Monday, September 16, 2013

Unresolved Issues -- And Missing References To Syria's Biological Weapons -- Remain in US-Russia Agreement

Until all the loose ends involved in the US - Russia agreement on Syria are tied up and resolved, there are still questions that remain.

On the one hand, ABC News points out that there are still unresolved issues on the US-Russia Agreement on Syria Weapons:
  • There is not yet any indication that the Assad government will agree to the agreement, which contains requirements not found in the normal criteria listed in the Chemical Weapons Convention Syria agreed to join under pressure from Moscow.

  • While the US and Russia agree Syria has about 1,000 metric tons of chemical weapons and precursors, there is no agreement on the number of sites where they are manufactured and stored -- the Russian estimate is considerably lower than that of the US.

  • The details about the composition of the inspection teams and their security must still be worked out, since The Organization for the Prohibition of Chemical Weapons, has never carried out an operation this complex.

  • There has been no agreement on the penalties for Syrian noncompliance, which will be left up to the Security Council. Russia has insisted that any allegation of noncompliance must first be thoroughly investigated before the council can take action, allowing them to drag out the process or veto measures it deems too harsh.
Putin is still in control and can stall or veto any consequences Assad incurs
for failure to keep his end of the bargain. Credit: Wiki Commons

More importantly, Times of Israel notes that Assad’s biological weapons absent from US-Russia deal:
Syrian President Bashar Assad has two biological weapons bases, developing anthrax and other devastating biological agents, and yet the US-Russia deal aimed at stripping his regime of chemical weapons makes no provisions for his biological weapons capability, Israeli TV reported Sunday night.
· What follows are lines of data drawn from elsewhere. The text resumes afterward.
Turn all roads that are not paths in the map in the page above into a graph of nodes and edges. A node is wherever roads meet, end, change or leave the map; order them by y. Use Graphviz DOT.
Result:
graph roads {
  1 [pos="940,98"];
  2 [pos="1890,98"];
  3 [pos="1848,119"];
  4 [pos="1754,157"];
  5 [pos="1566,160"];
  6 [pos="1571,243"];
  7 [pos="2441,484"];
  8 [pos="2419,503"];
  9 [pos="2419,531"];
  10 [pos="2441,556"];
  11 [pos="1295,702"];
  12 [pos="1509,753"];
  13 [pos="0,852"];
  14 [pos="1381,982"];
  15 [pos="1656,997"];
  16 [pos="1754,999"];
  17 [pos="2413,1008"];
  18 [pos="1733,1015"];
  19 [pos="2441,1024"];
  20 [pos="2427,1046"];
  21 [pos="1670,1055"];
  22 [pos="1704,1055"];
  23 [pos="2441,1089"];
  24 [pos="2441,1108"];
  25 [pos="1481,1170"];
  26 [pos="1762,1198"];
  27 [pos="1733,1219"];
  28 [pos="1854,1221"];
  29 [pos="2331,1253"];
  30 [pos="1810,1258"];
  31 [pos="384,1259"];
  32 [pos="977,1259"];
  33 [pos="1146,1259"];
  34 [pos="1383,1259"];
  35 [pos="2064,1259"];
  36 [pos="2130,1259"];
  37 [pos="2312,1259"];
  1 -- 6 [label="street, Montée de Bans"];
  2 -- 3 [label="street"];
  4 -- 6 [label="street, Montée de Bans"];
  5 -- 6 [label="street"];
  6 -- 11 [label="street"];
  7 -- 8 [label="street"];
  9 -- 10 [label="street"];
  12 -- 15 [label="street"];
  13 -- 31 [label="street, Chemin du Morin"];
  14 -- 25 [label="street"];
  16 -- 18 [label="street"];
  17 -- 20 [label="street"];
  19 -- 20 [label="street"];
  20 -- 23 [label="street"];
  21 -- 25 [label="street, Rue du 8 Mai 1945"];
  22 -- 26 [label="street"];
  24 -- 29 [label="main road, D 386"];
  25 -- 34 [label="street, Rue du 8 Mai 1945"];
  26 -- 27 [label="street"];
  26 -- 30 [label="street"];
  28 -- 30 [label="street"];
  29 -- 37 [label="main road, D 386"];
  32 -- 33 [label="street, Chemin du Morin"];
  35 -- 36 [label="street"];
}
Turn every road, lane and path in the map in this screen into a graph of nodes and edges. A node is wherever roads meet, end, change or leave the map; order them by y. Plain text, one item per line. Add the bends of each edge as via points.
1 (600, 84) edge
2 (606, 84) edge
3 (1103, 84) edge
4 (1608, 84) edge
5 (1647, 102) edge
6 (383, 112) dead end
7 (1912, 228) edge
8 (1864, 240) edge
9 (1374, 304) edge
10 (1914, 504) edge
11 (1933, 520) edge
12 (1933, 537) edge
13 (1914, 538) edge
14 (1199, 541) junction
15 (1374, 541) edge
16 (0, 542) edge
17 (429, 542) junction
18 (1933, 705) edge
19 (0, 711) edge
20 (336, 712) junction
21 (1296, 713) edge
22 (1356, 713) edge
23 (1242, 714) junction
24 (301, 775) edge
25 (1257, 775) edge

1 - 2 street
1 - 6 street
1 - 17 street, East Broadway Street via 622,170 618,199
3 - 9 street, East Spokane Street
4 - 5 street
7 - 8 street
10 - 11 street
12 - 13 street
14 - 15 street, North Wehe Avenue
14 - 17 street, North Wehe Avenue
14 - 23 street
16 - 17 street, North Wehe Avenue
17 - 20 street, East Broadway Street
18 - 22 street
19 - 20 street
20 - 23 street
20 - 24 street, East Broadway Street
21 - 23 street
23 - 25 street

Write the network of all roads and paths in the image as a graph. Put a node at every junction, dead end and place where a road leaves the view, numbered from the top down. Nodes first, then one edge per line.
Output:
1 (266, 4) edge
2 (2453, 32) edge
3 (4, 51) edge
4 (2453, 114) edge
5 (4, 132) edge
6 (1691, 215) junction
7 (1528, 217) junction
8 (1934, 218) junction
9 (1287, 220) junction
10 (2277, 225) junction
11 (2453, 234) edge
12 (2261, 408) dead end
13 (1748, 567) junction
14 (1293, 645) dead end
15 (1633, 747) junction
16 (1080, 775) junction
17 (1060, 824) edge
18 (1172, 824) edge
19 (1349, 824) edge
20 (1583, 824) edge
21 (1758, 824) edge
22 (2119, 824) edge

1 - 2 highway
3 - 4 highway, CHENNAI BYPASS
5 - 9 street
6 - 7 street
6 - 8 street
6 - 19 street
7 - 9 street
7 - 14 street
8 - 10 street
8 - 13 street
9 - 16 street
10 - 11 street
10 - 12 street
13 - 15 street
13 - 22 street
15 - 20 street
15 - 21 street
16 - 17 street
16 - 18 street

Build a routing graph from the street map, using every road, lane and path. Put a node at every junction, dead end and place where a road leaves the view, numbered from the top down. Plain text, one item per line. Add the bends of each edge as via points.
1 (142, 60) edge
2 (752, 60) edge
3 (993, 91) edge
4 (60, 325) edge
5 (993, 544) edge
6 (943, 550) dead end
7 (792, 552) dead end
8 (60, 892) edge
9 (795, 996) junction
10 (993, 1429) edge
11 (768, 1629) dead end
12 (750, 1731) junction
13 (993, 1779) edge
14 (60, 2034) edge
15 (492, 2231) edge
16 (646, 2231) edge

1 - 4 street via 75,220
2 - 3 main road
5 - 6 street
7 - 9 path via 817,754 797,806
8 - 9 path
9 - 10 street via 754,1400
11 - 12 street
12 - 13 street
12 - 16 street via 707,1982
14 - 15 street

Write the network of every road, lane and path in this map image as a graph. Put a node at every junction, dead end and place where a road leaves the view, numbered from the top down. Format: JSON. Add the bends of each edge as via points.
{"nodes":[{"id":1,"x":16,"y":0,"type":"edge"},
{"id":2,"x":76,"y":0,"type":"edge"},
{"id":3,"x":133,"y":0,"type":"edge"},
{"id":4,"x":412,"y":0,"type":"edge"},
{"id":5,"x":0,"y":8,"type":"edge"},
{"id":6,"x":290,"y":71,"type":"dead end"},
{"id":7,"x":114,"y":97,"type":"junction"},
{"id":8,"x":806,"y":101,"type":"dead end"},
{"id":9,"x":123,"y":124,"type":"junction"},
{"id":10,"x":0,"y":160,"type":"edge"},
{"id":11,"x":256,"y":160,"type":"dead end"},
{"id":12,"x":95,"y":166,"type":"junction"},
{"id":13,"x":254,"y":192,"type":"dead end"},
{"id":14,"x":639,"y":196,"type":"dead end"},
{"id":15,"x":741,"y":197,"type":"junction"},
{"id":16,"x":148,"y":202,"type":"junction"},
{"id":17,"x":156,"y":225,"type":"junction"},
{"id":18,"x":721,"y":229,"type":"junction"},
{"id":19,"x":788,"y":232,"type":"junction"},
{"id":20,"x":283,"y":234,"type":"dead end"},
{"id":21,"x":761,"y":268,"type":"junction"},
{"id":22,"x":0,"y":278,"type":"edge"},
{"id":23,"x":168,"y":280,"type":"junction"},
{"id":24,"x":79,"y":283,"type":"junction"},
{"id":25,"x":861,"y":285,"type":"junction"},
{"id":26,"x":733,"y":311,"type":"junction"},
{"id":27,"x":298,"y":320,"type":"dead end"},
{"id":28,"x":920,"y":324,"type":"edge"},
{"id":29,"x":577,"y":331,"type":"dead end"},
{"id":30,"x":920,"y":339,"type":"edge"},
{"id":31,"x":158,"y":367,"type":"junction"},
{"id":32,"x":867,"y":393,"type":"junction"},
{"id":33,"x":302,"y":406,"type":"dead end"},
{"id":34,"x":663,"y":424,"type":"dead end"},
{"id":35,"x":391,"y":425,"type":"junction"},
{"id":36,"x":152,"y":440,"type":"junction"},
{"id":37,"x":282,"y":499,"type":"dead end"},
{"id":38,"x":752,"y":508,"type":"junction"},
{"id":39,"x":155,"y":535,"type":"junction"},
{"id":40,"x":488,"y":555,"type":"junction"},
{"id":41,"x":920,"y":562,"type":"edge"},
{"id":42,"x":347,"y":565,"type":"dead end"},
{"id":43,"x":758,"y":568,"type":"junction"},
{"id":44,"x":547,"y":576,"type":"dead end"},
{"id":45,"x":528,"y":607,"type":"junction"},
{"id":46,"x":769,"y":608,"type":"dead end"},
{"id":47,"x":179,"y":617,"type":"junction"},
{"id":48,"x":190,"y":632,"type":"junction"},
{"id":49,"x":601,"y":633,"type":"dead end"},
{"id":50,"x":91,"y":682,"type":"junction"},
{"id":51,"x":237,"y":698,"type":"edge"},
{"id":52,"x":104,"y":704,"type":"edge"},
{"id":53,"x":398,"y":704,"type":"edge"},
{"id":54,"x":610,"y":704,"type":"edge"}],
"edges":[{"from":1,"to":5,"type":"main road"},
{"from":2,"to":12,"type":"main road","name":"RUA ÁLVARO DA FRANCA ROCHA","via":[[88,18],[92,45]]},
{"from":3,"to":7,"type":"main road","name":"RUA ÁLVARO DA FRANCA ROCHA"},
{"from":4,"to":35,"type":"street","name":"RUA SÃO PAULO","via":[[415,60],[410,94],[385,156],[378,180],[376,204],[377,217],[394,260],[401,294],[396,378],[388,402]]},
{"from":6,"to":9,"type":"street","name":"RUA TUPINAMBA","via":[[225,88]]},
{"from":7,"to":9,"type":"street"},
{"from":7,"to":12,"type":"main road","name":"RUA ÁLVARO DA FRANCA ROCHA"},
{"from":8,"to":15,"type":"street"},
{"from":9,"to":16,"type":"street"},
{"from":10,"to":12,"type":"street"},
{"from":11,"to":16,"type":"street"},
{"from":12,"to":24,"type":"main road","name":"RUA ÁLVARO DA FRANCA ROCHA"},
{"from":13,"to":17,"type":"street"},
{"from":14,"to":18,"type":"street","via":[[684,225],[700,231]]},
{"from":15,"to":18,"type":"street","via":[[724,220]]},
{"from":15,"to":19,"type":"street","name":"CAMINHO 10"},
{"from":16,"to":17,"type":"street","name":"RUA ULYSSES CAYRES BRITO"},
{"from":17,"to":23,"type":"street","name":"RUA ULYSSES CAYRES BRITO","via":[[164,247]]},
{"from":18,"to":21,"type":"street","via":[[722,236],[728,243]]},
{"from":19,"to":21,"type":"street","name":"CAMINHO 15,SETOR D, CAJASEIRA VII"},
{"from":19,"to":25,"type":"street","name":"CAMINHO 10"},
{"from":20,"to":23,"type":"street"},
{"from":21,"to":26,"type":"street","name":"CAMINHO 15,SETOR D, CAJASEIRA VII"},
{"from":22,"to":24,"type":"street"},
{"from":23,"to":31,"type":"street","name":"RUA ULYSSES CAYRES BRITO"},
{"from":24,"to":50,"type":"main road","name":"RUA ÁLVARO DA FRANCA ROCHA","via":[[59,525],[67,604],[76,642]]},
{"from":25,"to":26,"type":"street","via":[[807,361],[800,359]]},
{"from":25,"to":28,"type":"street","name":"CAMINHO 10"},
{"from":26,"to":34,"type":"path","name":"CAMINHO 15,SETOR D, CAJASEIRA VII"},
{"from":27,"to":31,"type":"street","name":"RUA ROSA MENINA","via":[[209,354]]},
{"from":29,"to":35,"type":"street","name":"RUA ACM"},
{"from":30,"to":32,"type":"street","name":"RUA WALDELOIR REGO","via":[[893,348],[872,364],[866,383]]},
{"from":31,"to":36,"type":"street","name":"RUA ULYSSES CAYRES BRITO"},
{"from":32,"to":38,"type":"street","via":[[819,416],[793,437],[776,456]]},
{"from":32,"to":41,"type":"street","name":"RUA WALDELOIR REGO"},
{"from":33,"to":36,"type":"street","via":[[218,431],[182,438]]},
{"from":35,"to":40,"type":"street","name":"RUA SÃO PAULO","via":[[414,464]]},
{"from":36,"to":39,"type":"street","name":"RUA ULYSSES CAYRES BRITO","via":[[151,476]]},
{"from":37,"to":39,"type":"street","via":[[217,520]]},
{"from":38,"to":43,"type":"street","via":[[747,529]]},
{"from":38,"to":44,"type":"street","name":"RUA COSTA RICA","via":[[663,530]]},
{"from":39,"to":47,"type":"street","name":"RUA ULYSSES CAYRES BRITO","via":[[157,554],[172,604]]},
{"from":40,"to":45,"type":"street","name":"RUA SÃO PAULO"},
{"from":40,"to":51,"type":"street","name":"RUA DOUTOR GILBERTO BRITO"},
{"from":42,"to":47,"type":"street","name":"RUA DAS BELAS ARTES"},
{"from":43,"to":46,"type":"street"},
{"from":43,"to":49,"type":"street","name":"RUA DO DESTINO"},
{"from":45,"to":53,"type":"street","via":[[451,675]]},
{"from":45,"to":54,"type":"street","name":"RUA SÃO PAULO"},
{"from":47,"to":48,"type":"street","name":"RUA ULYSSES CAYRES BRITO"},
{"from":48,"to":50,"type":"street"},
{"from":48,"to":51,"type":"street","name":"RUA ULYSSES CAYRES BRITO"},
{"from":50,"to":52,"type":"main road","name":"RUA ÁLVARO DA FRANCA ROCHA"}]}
...On Friday, Sen. John Cornyn (R., Texas) wrote to President Barack Obama to warn that “omitting Assad’s bioweapons from any agreement would represent a gaping hole in the plan.” Such weaponry, in the hands of Assad or his allies, wrote Cornyn, “represent a direct security threat” to the US and its allies. If Hezbollah and other terror groups got hold of this materiel, he warned, “this would be a direct threat to the United States and our allies, particularly Israel.”